A higher household income or greater national economic development generally lead to less exposure and vulnerability of populations to environmental pollution. However, research within developing countries is often challenging due to the limited availability of consistent and reliable data, especially if spatial identifiers in the data are needed. In the context of air pollution, the lack of air quality measurement stations across developing countries further prohibits any analysis (e.g. there exists one air pollution measurement station in the DRC, none in Angola, but more than 13 in Paris alone).
New data and methodological approaches are urgently needed for better understanding of these dynamics for more targeted pollution and poverty reduction policies.

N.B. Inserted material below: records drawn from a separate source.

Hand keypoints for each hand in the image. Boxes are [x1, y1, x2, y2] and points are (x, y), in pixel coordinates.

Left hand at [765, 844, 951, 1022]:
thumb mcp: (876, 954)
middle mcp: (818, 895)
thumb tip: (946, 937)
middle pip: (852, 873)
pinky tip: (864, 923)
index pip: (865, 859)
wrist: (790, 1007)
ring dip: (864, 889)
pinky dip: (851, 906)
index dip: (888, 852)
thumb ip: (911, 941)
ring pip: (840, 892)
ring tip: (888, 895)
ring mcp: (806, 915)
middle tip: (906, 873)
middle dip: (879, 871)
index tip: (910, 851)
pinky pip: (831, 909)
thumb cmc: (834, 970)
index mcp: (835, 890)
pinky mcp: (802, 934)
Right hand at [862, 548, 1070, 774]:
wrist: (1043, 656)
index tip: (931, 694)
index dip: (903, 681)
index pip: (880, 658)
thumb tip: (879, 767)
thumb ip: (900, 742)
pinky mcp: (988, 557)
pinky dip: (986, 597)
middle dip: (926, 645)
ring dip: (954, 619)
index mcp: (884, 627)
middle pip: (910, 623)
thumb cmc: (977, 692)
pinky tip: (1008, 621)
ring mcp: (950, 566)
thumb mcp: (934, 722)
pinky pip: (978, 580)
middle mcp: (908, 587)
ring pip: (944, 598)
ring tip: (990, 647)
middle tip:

We propose an innovative approach merging traditional survey data with satellite derived atmospheric data. We rely on both econometrics for causal identification and computational methods for out-of-sample prediction in order to shed light on the environmental burden on the world's poorest people.
Given that children are particularly vulnerable, we focus on the effects of airborne pollution on children's mortality in different socio-economic status households. We generate a sample of various household, economic development and environmental parameters connecting traditional social science survey data with new atmospheric pollution and other raster data to shed light on the interrelationship of poverty and environmental inequality across Sub-Saharan Africa. We investigate these two parameters by highlighting the effect of each separately but also simulate how policies addressing reductions in poverty and decreases of pollution will affect millions of the world's poorest.
We have compiled a large data set consisting of over one million observations across various countries in Sub- Saharan Africa. We have added various pixel level spatial data sources to include various environmental quality, climate and geography related parameters.
Preliminary results indicate significant effects of both airborne pollution and poverty on children's likelihood of surviving early childhood. Effects of socio-economic income are indicated to be higher, implying that policies targeting poverty may be a more effective tool to reduce the environmental burden of people residing in poverty.